About this exercise. Write out all the data verbatim. Skip images.

· · · ·

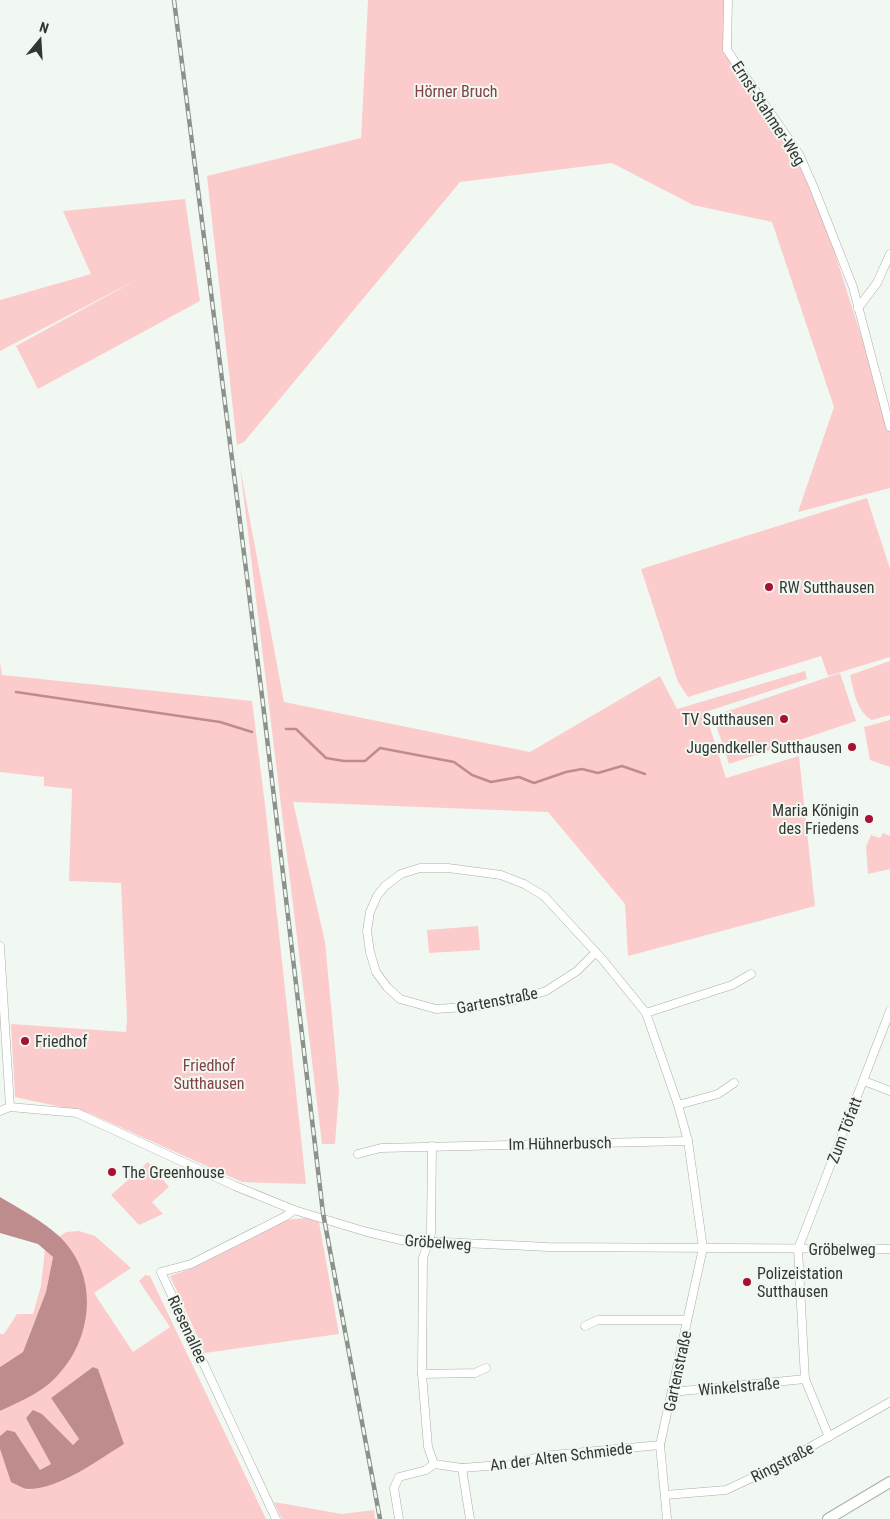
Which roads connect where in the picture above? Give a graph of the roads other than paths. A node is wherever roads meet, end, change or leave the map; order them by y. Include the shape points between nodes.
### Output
1 (728, 0) edge
2 (890, 254) edge
3 (858, 308) junction
4 (890, 426) edge
5 (0, 946) edge
6 (596, 952) junction
7 (751, 974) dead end
8 (890, 1011) edge
9 (646, 1013) junction
10 (864, 1081) junction
11 (734, 1083) dead end
12 (890, 1091) edge
13 (678, 1105) junction
14 (10, 1107) junction
15 (0, 1111) edge
16 (688, 1141) junction
17 (432, 1146) junction
18 (358, 1154) dead end
19 (294, 1210) junction
20 (428, 1242) junction
21 (703, 1248) junction
22 (798, 1249) junction
23 (890, 1249) edge
24 (688, 1320) junction
25 (585, 1326) dead end
26 (486, 1368) dead end
27 (422, 1374) junction
28 (805, 1380) junction
29 (672, 1392) junction
30 (890, 1402) edge
31 (829, 1437) junction
32 (660, 1444) junction
33 (434, 1464) junction
34 (462, 1468) junction
35 (890, 1482) edge
36 (665, 1495) junction
37 (276, 1519) edge
38 (399, 1519) edge
39 (470, 1519) edge
40 (667, 1519) edge
41 (828, 1519) edge

1 - 3 street, Ernst-Stahmer-Weg via 727,50 799,154 853,287
2 - 3 street via 877,283
3 - 4 street, Ernst-Stahmer-Weg
5 - 14 street
6 - 6 street, Gartenstraße via 544,896 509,878 474,870 420,868 401,874 378,896 370,912 367,931 376,972 387,987 400,1000 436,1009 480,1006 546,991 577,971
6 - 9 street, Gartenstraße
7 - 9 street via 732,985
8 - 10 street, Zum Töfatt
9 - 13 street, Gartenstraße
10 - 12 street
10 - 22 street, Zum Töfatt
11 - 13 street via 718,1094
13 - 16 street, Gartenstraße
14 - 15 street
14 - 19 street, Gröbelweg via 60,1110 94,1119
16 - 17 street, Im Hühnerbusch
16 - 21 street, Gartenstraße
17 - 18 street, Im Hühnerbusch via 381,1148
17 - 20 street via 431,1233
19 - 20 street, Gröbelweg via 385,1237
19 - 37 street, Riesenallee via 191,1264 161,1272
20 - 21 street, Gröbelweg
20 - 27 street via 422,1258
21 - 22 street, Gröbelweg
21 - 24 street, Gartenstraße
22 - 23 street, Gröbelweg
22 - 28 street
24 - 25 street via 598,1320
24 - 29 street, Gartenstraße
26 - 27 street via 476,1373
27 - 33 street via 428,1447
28 - 29 street, Winkelstraße
28 - 31 street
29 - 32 street, Gartenstraße
30 - 31 street, Ringstraße
31 - 36 street, Ringstraße via 726,1490
32 - 34 street, An der Alten Schmiede
32 - 36 street, Gartenstraße
33 - 34 street, An der Alten Schmiede
33 - 38 street via 426,1470 399,1477 394,1488
34 - 39 street
35 - 41 street
36 - 40 street, Gartenstraße

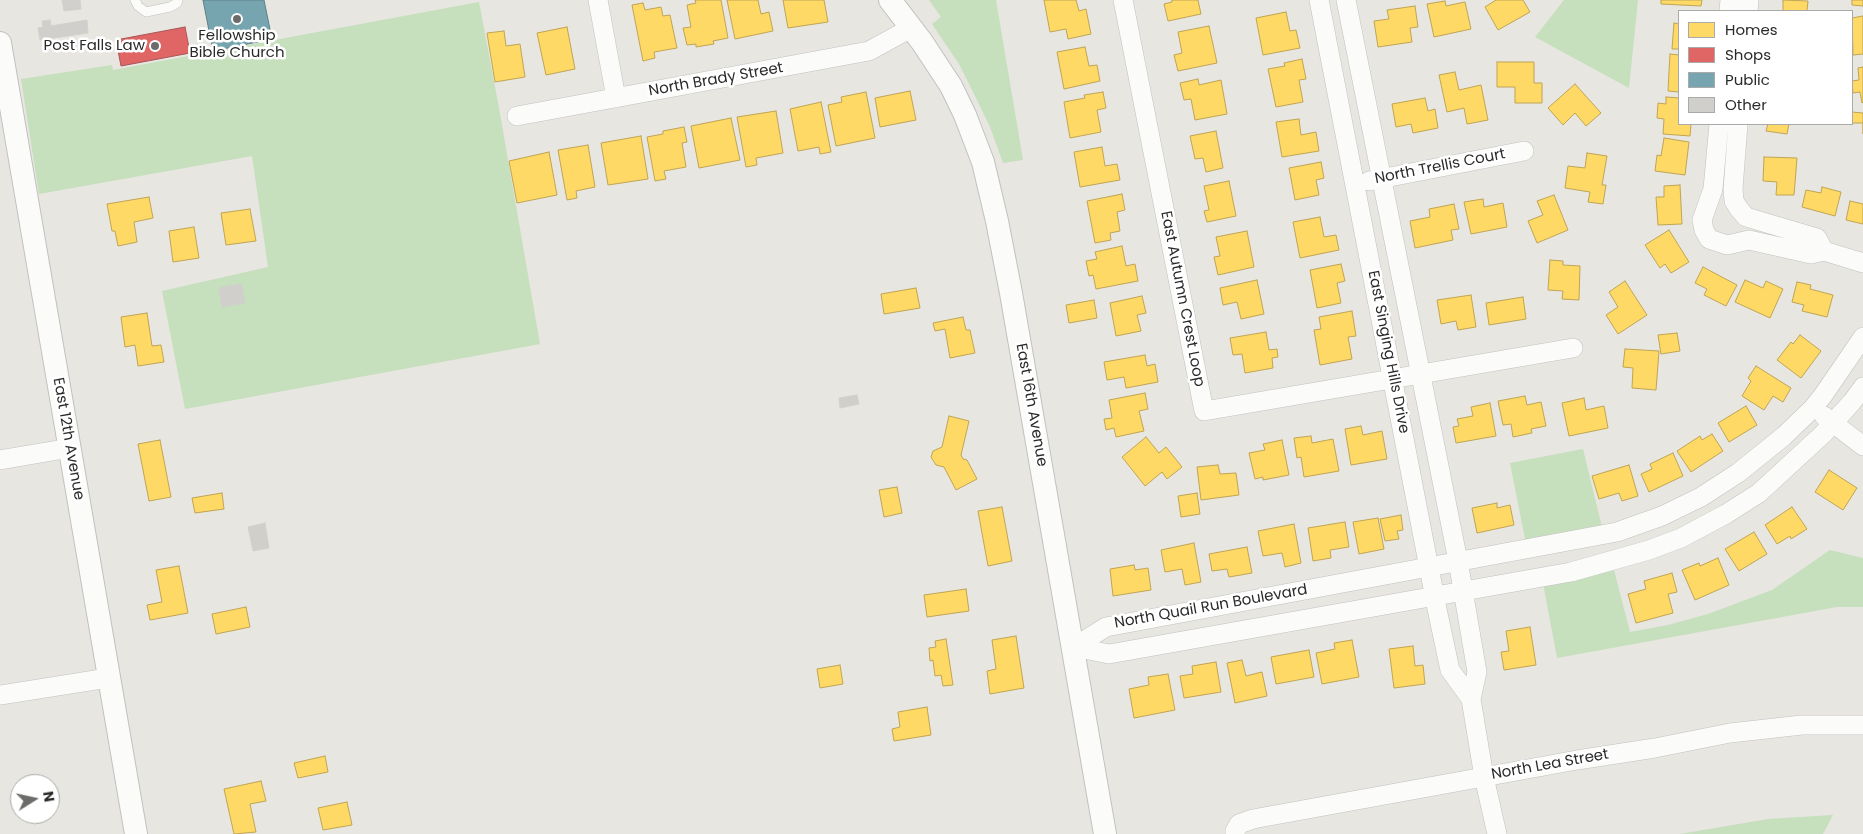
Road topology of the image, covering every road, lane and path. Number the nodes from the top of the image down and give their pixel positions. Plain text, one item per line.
1 (135, 0) edge
2 (178, 0) edge
3 (598, 0) edge
4 (890, 0) edge
5 (1123, 0) edge
6 (1319, 0) edge
7 (1346, 0) edge
8 (911, 28) junction
9 (0, 43) edge
10 (616, 98) junction
11 (517, 116) dead end
12 (1719, 125) edge
13 (1738, 125) edge
14 (1524, 151) dead end
15 (1381, 178) junction
16 (1355, 183) junction
17 (1824, 250) junction
18 (1863, 263) edge
19 (1863, 337) edge
20 (1574, 348) dead end
21 (1420, 374) junction
22 (1392, 379) junction
23 (1863, 386) edge
24 (1814, 408) junction
25 (1834, 423) junction
26 (1863, 446) edge
27 (70, 448) junction
28 (0, 460) edge
29 (1458, 562) junction
30 (1429, 567) junction
31 (1463, 591) junction
32 (1434, 596) junction
33 (1074, 647) junction
34 (108, 678) junction
35 (0, 695) edge
36 (1471, 699) junction
37 (1863, 725) edge
38 (1484, 777) junction
39 (1237, 829) edge
40 (136, 834) edge
41 (1105, 834) edge
42 (1497, 834) edge

1 - 2 lane
3 - 10 street
4 - 8 street, East 16th Avenue
5 - 22 street, East Autumn Crest Loop
6 - 16 street, East Singing Hills Drive
7 - 15 street, East Singing Hills Drive
8 - 10 street, North Brady Street
8 - 33 street, East 16th Avenue
9 - 27 street, East 12th Avenue
10 - 11 street, North Brady Street
12 - 17 street
13 - 17 street
14 - 15 street, North Trellis Court
15 - 16 street, North Trellis Court
15 - 21 street, East Singing Hills Drive
16 - 22 street, East Singing Hills Drive
17 - 18 street
19 - 24 street, North Quail Run Boulevard
20 - 21 street
21 - 22 street
21 - 29 street, East Singing Hills Drive
22 - 30 street, East Singing Hills Drive
23 - 25 street, North Quail Run Boulevard
24 - 25 street
24 - 29 street, North Quail Run Boulevard
25 - 26 street
25 - 31 street, North Quail Run Boulevard
27 - 28 street
27 - 34 street, East 12th Avenue
29 - 30 street, North Quail Run Boulevard
29 - 31 street, East Singing Hills Drive
30 - 32 street, East Singing Hills Drive
30 - 33 street, North Quail Run Boulevard
31 - 32 street, North Quail Run Boulevard
31 - 36 street, East Singing Hills Drive
32 - 33 street, North Quail Run Boulevard
32 - 36 street, East Singing Hills Drive
33 - 41 street, East 16th Avenue
34 - 35 street
34 - 40 street, East 12th Avenue
36 - 38 street, East Singing Hills Drive
37 - 38 street, North Lea Street
38 - 39 street, North Lea Street
38 - 42 street, East Singing Hills Drive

· · · ·

Written answer.
Which roads connect where in the picture above? Give a graph of the roads other than paths. A node is wherever roads meet, end, change or leave the map; order them by y. Include the shape points between nodes.
### Output
1 (728, 0) edge
2 (890, 254) edge
3 (858, 308) junction
4 (890, 426) edge
5 (0, 946) edge
6 (596, 952) junction
7 (751, 974) dead end
8 (890, 1011) edge
9 (646, 1013) junction
10 (864, 1081) junction
11 (734, 1083) dead end
12 (890, 1091) edge
13 (678, 1105) junction
14 (10, 1107) junction
15 (0, 1111) edge
16 (688, 1141) junction
17 (432, 1146) junction
18 (358, 1154) dead end
19 (294, 1210) junction
20 (428, 1242) junction
21 (703, 1248) junction
22 (798, 1249) junction
23 (890, 1249) edge
24 (688, 1320) junction
25 (585, 1326) dead end
26 (486, 1368) dead end
27 (422, 1374) junction
28 (805, 1380) junction
29 (672, 1392) junction
30 (890, 1402) edge
31 (829, 1437) junction
32 (660, 1444) junction
33 (434, 1464) junction
34 (462, 1468) junction
35 (890, 1482) edge
36 (665, 1495) junction
37 (276, 1519) edge
38 (399, 1519) edge
39 (470, 1519) edge
40 (667, 1519) edge
41 (828, 1519) edge

1 - 3 street, Ernst-Stahmer-Weg via 727,50 799,154 853,287
2 - 3 street via 877,283
3 - 4 street, Ernst-Stahmer-Weg
5 - 14 street
6 - 6 street, Gartenstraße via 544,896 509,878 474,870 420,868 401,874 378,896 370,912 367,931 376,972 387,987 400,1000 436,1009 480,1006 546,991 577,971
6 - 9 street, Gartenstraße
7 - 9 street via 732,985
8 - 10 street, Zum Töfatt
9 - 13 street, Gartenstraße
10 - 12 street
10 - 22 street, Zum Töfatt
11 - 13 street via 718,1094
13 - 16 street, Gartenstraße
14 - 15 street
14 - 19 street, Gröbelweg via 60,1110 94,1119
16 - 17 street, Im Hühnerbusch
16 - 21 street, Gartenstraße
17 - 18 street, Im Hühnerbusch via 381,1148
17 - 20 street via 431,1233
19 - 20 street, Gröbelweg via 385,1237
19 - 37 street, Riesenallee via 191,1264 161,1272
20 - 21 street, Gröbelweg
20 - 27 street via 422,1258
21 - 22 street, Gröbelweg
21 - 24 street, Gartenstraße
22 - 23 street, Gröbelweg
22 - 28 street
24 - 25 street via 598,1320
24 - 29 street, Gartenstraße
26 - 27 street via 476,1373
27 - 33 street via 428,1447
28 - 29 street, Winkelstraße
28 - 31 street
29 - 32 street, Gartenstraße
30 - 31 street, Ringstraße
31 - 36 street, Ringstraße via 726,1490
32 - 34 street, An der Alten Schmiede
32 - 36 street, Gartenstraße
33 - 34 street, An der Alten Schmiede
33 - 38 street via 426,1470 399,1477 394,1488
34 - 39 street
35 - 41 street
36 - 40 street, Gartenstraße

Road topology of the image, covering every road, lane and path. Number the nodes from the top of the image down and give their pixel positions. Plain text, one item per line.
1 (135, 0) edge
2 (178, 0) edge
3 (598, 0) edge
4 (890, 0) edge
5 (1123, 0) edge
6 (1319, 0) edge
7 (1346, 0) edge
8 (911, 28) junction
9 (0, 43) edge
10 (616, 98) junction
11 (517, 116) dead end
12 (1719, 125) edge
13 (1738, 125) edge
14 (1524, 151) dead end
15 (1381, 178) junction
16 (1355, 183) junction
17 (1824, 250) junction
18 (1863, 263) edge
19 (1863, 337) edge
20 (1574, 348) dead end
21 (1420, 374) junction
22 (1392, 379) junction
23 (1863, 386) edge
24 (1814, 408) junction
25 (1834, 423) junction
26 (1863, 446) edge
27 (70, 448) junction
28 (0, 460) edge
29 (1458, 562) junction
30 (1429, 567) junction
31 (1463, 591) junction
32 (1434, 596) junction
33 (1074, 647) junction
34 (108, 678) junction
35 (0, 695) edge
36 (1471, 699) junction
37 (1863, 725) edge
38 (1484, 777) junction
39 (1237, 829) edge
40 (136, 834) edge
41 (1105, 834) edge
42 (1497, 834) edge

1 - 2 lane
3 - 10 street
4 - 8 street, East 16th Avenue
5 - 22 street, East Autumn Crest Loop
6 - 16 street, East Singing Hills Drive
7 - 15 street, East Singing Hills Drive
8 - 10 street, North Brady Street
8 - 33 street, East 16th Avenue
9 - 27 street, East 12th Avenue
10 - 11 street, North Brady Street
12 - 17 street
13 - 17 street
14 - 15 street, North Trellis Court
15 - 16 street, North Trellis Court
15 - 21 street, East Singing Hills Drive
16 - 22 street, East Singing Hills Drive
17 - 18 street
19 - 24 street, North Quail Run Boulevard
20 - 21 street
21 - 22 street
21 - 29 street, East Singing Hills Drive
22 - 30 street, East Singing Hills Drive
23 - 25 street, North Quail Run Boulevard
24 - 25 street
24 - 29 street, North Quail Run Boulevard
25 - 26 street
25 - 31 street, North Quail Run Boulevard
27 - 28 street
27 - 34 street, East 12th Avenue
29 - 30 street, North Quail Run Boulevard
29 - 31 street, East Singing Hills Drive
30 - 32 street, East Singing Hills Drive
30 - 33 street, North Quail Run Boulevard
31 - 32 street, North Quail Run Boulevard
31 - 36 street, East Singing Hills Drive
32 - 33 street, North Quail Run Boulevard
32 - 36 street, East Singing Hills Drive
33 - 41 street, East 16th Avenue
34 - 35 street
34 - 40 street, East 12th Avenue
36 - 38 street, East Singing Hills Drive
37 - 38 street, North Lea Street
38 - 39 street, North Lea Street
38 - 42 street, East Singing Hills Drive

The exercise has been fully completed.